* **WHAT NEEDS TO BE DONE**
The response should be exactly the number of lines in the material below that contain the word "highway".

* **LISTED ENTRIES**
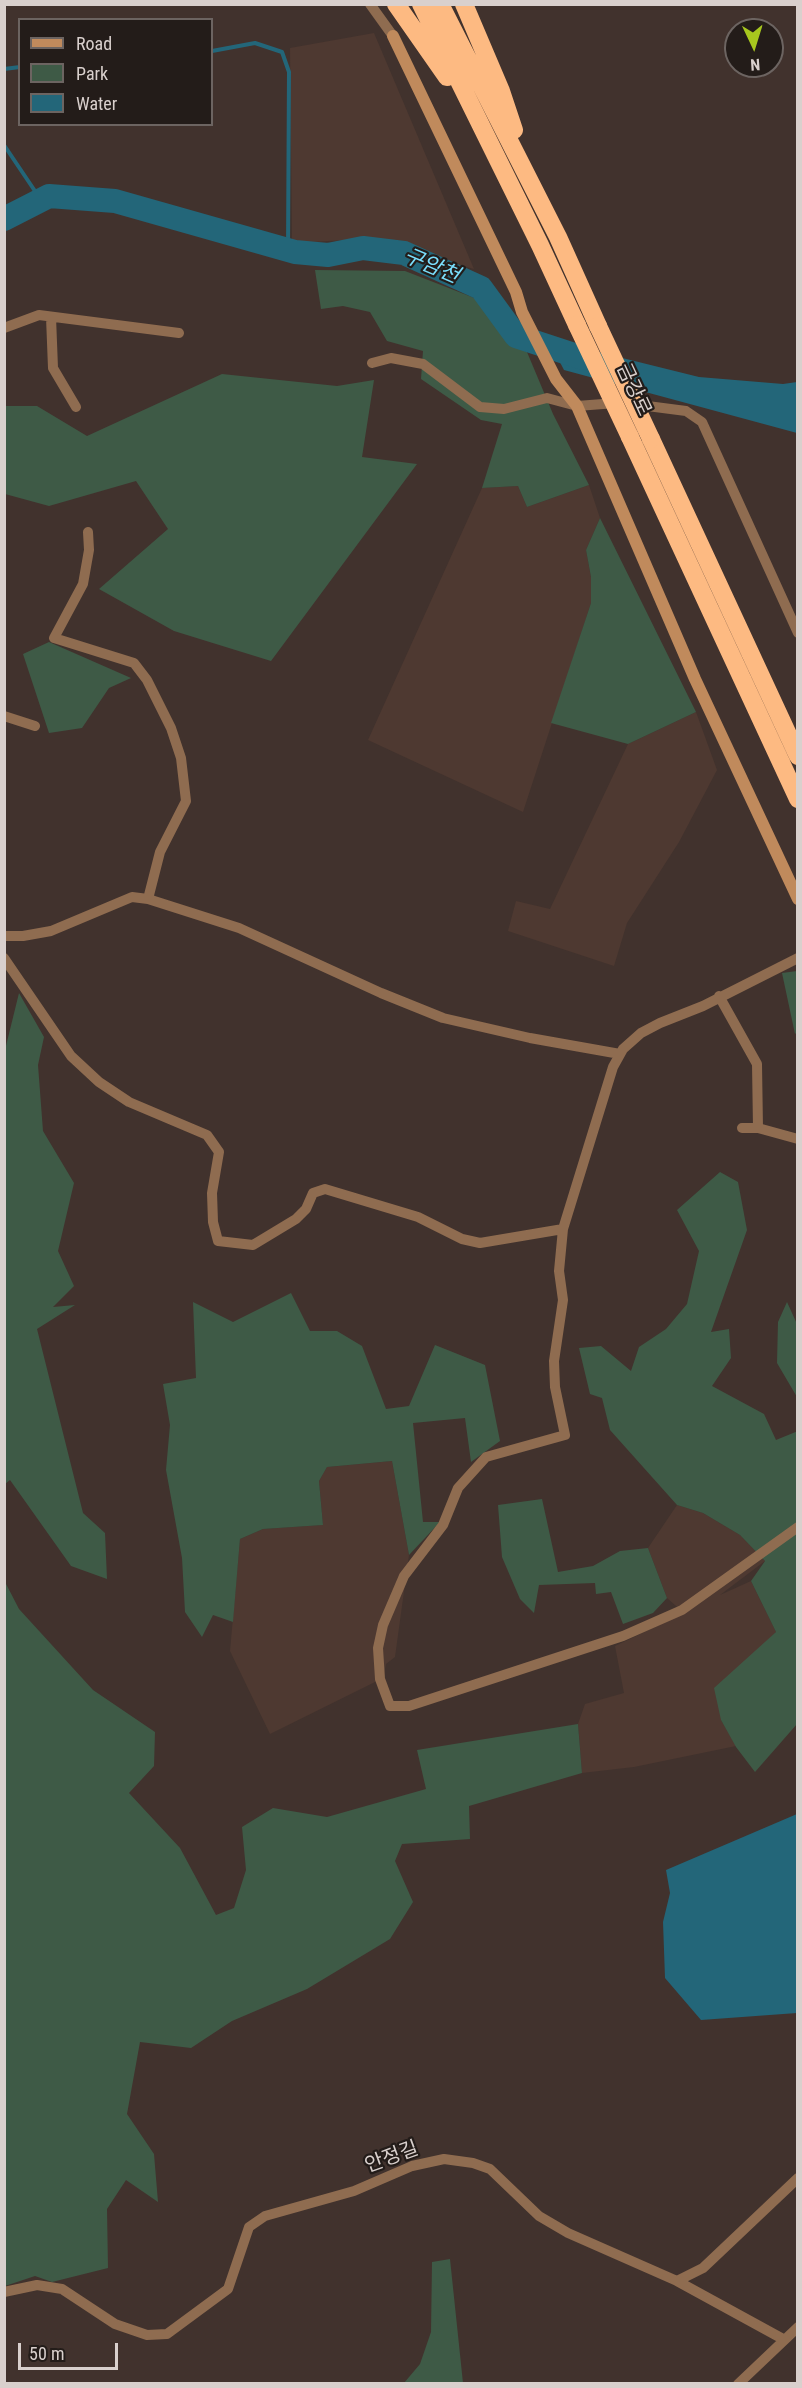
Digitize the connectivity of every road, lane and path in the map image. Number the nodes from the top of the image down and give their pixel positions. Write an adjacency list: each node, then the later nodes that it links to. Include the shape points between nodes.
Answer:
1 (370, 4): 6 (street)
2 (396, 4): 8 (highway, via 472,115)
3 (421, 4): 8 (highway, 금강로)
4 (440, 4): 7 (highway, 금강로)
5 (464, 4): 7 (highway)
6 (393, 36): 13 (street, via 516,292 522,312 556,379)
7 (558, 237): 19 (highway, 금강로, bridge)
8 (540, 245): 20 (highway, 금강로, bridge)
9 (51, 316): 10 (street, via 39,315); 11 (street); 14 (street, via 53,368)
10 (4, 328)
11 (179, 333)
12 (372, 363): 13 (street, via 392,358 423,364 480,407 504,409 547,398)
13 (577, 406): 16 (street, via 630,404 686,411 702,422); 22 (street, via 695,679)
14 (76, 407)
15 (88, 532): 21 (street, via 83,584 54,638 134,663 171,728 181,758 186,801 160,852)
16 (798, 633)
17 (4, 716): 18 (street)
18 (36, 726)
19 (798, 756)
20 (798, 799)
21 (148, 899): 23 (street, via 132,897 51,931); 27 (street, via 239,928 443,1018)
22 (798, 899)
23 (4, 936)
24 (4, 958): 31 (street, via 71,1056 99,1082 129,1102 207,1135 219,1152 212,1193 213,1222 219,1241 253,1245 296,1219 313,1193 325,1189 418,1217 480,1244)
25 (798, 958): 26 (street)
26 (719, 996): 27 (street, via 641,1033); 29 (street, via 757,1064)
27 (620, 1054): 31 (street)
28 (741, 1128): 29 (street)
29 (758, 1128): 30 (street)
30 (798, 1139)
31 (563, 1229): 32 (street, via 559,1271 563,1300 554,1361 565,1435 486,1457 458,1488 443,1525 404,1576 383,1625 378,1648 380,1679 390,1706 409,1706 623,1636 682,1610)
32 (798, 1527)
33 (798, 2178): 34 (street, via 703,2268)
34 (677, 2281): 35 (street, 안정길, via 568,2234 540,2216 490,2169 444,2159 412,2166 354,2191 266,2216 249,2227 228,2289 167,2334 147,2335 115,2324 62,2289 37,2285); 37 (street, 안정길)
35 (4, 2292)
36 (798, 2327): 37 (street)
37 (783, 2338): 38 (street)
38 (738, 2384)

* **YOUR RESPONSE**
6